Acta Trop. 1988 Mar;45(1):67-76.
Fourth-stage larvae (L4) of the cattle filarial parasite Onchocerca lienalis were produced from third stage forms (L3) and maintained in vitro using a variety of culture media and feeder cell layers. Up to 50% of the L3 larvae moulted to the fourth stage in the presence of two jird (Meriones unguiculatus) cell lines, a monkey kidney cell line and also with Vero cells. Moulting took place 2-5 days after of the initiation of the cultures: These L4 parasites could be maintained in a healthy condition for up to 88 days, although no significant increases in size of these larvae were observed during the culture period. The medium giving the most promising results, both in terms of moulting and survival, was 199 supplemented with heat inactivated foetal bovine serum (20%) and glucose (2 mg/ml). The feeder layer cells could be replaced by fresh jird red blood cells. Moulting of parasites occurred in medium alone but the viability was reduced under these conditions.

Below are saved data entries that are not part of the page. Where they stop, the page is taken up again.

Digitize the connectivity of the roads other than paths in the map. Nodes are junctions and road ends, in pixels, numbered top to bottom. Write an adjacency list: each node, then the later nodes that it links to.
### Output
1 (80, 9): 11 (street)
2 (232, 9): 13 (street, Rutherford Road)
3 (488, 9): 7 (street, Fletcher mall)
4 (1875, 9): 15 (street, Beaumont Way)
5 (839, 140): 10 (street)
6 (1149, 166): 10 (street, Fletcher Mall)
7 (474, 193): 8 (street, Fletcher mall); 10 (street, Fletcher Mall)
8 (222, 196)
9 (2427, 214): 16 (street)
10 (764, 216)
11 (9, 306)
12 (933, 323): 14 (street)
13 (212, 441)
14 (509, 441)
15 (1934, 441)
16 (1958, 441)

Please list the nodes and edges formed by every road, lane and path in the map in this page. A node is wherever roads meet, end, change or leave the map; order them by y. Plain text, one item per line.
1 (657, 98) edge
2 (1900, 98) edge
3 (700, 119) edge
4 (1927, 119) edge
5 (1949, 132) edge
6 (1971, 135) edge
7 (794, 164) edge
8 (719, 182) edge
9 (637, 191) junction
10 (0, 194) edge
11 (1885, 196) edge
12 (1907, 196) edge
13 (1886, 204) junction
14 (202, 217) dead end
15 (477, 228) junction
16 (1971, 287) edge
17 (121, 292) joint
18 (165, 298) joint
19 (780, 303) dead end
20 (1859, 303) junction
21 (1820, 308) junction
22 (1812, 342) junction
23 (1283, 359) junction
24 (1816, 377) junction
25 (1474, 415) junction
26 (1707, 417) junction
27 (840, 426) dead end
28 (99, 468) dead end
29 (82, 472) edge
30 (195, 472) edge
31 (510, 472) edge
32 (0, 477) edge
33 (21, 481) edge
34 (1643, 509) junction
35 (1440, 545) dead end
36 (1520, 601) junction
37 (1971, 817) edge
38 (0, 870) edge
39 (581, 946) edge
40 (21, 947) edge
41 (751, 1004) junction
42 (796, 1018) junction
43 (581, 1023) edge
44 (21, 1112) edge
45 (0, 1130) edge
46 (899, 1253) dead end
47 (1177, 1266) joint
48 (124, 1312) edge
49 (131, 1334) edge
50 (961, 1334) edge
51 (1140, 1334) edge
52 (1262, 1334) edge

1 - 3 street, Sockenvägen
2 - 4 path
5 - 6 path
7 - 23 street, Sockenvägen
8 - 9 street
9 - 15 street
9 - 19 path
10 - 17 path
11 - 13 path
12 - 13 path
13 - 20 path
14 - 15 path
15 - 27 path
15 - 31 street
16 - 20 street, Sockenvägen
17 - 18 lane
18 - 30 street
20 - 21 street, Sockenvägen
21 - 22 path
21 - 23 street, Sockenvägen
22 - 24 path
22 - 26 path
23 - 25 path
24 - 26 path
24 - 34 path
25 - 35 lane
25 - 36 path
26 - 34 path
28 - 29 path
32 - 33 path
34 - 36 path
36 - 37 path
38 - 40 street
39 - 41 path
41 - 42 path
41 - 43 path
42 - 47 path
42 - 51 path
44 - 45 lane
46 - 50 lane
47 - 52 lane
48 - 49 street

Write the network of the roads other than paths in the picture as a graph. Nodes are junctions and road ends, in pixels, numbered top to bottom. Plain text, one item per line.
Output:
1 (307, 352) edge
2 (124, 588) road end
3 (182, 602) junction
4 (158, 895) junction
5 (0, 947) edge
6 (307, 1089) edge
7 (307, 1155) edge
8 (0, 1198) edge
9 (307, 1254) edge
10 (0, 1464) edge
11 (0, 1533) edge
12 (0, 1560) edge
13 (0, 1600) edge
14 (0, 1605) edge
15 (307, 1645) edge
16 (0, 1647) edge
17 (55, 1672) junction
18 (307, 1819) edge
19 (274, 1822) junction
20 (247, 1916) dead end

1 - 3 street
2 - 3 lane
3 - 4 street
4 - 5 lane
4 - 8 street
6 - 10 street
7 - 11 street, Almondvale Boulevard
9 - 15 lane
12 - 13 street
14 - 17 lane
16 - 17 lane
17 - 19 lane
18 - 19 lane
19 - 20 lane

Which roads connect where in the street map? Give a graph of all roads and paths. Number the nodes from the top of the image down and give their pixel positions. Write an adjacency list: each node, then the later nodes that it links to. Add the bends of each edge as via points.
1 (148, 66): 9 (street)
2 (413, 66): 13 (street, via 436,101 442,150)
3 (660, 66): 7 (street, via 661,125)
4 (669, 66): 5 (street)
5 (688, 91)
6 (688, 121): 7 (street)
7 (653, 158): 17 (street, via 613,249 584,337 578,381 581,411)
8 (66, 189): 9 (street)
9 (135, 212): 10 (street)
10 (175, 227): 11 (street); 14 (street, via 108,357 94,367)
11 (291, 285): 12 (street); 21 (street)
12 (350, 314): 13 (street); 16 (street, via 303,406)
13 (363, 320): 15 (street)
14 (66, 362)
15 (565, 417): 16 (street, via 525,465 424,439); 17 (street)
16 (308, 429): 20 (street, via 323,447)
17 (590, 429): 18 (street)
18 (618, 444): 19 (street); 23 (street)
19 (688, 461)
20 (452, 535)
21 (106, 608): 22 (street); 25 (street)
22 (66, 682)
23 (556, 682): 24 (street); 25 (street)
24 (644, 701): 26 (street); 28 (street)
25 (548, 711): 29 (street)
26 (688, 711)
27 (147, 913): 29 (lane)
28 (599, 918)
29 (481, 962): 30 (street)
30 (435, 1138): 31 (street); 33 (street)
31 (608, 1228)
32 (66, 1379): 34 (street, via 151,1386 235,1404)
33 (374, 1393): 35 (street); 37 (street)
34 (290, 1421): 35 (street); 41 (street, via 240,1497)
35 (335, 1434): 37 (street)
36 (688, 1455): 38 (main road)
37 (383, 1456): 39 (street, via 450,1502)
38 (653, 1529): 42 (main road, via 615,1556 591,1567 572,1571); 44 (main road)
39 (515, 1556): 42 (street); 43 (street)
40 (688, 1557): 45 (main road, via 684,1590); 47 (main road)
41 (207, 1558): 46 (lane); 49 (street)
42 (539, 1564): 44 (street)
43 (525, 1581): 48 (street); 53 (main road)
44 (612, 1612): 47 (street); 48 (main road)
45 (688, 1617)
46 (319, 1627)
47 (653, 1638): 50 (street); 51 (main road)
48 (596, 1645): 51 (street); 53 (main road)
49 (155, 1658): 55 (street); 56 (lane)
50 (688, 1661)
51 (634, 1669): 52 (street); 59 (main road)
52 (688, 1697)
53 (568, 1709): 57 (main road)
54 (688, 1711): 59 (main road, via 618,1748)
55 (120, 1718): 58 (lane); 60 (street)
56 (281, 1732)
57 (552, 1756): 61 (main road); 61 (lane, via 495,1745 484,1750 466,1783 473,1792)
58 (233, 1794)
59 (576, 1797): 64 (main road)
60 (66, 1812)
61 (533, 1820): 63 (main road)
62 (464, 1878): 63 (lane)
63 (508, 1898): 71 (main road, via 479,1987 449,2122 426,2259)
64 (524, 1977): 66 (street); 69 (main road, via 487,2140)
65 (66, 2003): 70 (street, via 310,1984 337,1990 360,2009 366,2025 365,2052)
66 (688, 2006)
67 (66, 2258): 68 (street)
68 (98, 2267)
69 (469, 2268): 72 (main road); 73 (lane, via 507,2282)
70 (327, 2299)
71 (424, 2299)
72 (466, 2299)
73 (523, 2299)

牛丝状寄生虫盘尾丝虫的第四期幼虫(L4)由第三期幼虫(L3)发育而来,并使用多种培养基和饲养细胞层在体外进行培养。在两种沙鼠(长爪沙鼠)细胞系、一种猴肾细胞系以及Vero细胞存在的情况下,高达50%的L3幼虫蜕变为第四期幼虫。蜕皮发生在培养开始后的2至5天:这些L4寄生虫可以在健康状态下维持长达88天,尽管在培养期间未观察到这些幼虫的大小有显著增加。在蜕皮和存活方面都给出最有前景结果的培养基是补充了热灭活胎牛血清(20%)和葡萄糖(2毫克/毫升)的199培养基。饲养层细胞可以用新鲜的沙鼠红细胞替代。寄生虫在单独的培养基中也会发生蜕皮,但在这些条件下其活力会降低。